Some believe, “The market always bounces back. Why not stay fully invested?” But if you’re forced to sell right after a sharp drop, you lose a piece of your future growth and compound the damage. Without a buffer, you might need to:

  • Delay your retirement
  • Cut back on lifestyle goals
  • Take on more investment risk than you’re comfortable with

A well-structured war chest prevents those worst-case choices and lets you retire on your schedule.

Inheritance Planning: Spend with Purpose, Build a Legacy

This couple’s objective isn’t leaving behind a massive fortune, they’d rather create lasting memories and enjoy experiences with their kids and grandkids. Still, they plan for possible inheritances, especially from aging parents, so nothing gets overlooked.

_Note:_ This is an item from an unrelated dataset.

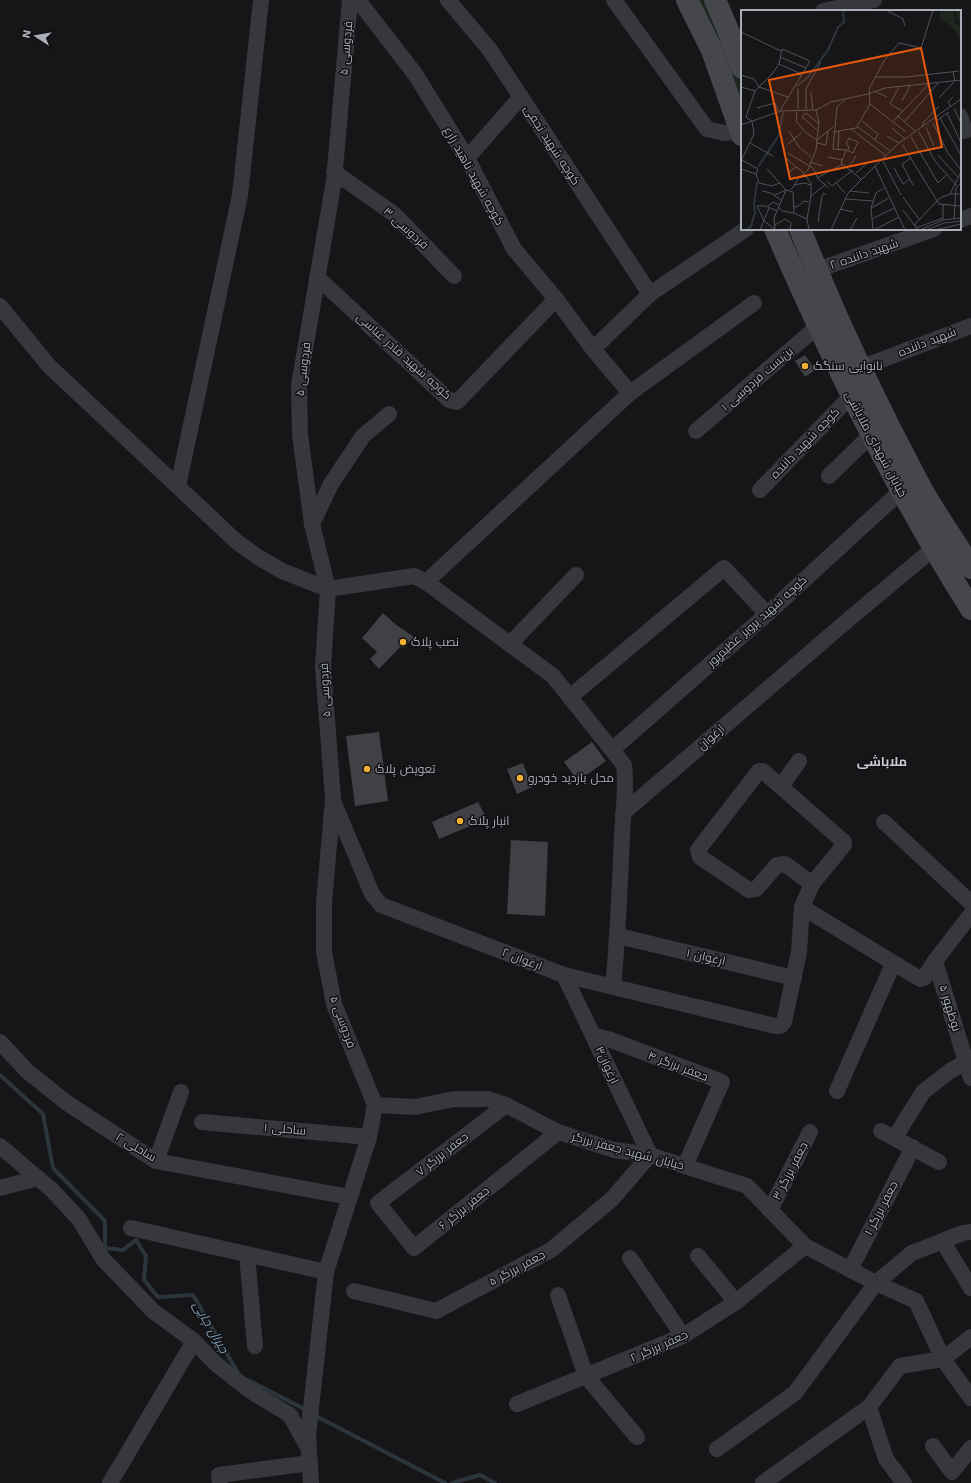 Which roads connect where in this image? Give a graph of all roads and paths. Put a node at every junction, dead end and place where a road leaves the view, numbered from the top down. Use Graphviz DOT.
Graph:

How Inheritance Rules Can Shape Your Plan

  • Inherited retirement accounts: The 10-year withdrawal rule now applies. Beneficiaries must drain inherited IRAs within a decade, paying taxes on every dollar.
  • Inherited taxable accounts: These get a step-up in cost basis, reducing capital gains, but there could still be taxes if assets are sold.
  • Planning ahead: Mapping different scenarios, running the math, and keeping a flexible plan ensures no surprises.

No guesswork. They’re ready to adjust, pivot, and take advantage of new opportunities while avoiding avoidable tax hits.

How Much Do You Really Need to Earn on Your Investments?

Many retirees obsess over returns, but the “magic number” depends on your unique mix of savings, spending, taxes, and goals. For this couple, the minimum return required over the next 45 years is 6 percent. That’s realistic with a simple investment approach.

Portfolio Plan: Keep it Simple

  • Hold 3-5 years of expenses in laddered T-bills or stable funds for safe withdrawals.
  • Invest the rest in diversified US stocks.
  • Skip fancy risk questionnaires and pie charts. Pay attention to the math and your own needs.

This isn’t about chasing big wins. It’s about ensuring you can fund a life full of travel, spontaneous dinners, and family experiences—without worrying about the market’s next mood swing.

Putting It All Together: Retire With Confidence

For this couple, the plan is dialed in:

  • Spending is mapped to real needs and wants.
  • Withdrawal order minds taxes and health insurance premiums.
  • Roth conversions happen with intention, not by habit.
  • Healthcare gaps are filled with smart sequencing.
  • Flexibility is built in, in case inheritance, markets, or healthcare rules change.

What does peace of mind look like? It’s knowing that you aren’t just retiring with a big account balance, but with a real plan that protects what you’ve earned.

Conclusion: Stop Guessing, Start Planning

Whether you have $1 million or $10 million saved, the real question isn’t “Do I have enough?” It’s “Is my plan working for me?” When, where, and how you draw income makes all the difference for your taxes, healthcare, and freedom to enjoy life.

The formula above fits real people, not just numbers on a page. It’s about keeping your money working for you as long as possible, while avoiding the big, silent drains most new retirees never see coming. Stop guessing when to retire or where to start. Get a plan that covers income, taxes, healthcare, and legacy, one that can change when life throws you a curveball.

Now’s the time to plan your retirement. Keep more of what you’ve worked for and focus on living your best years, your way.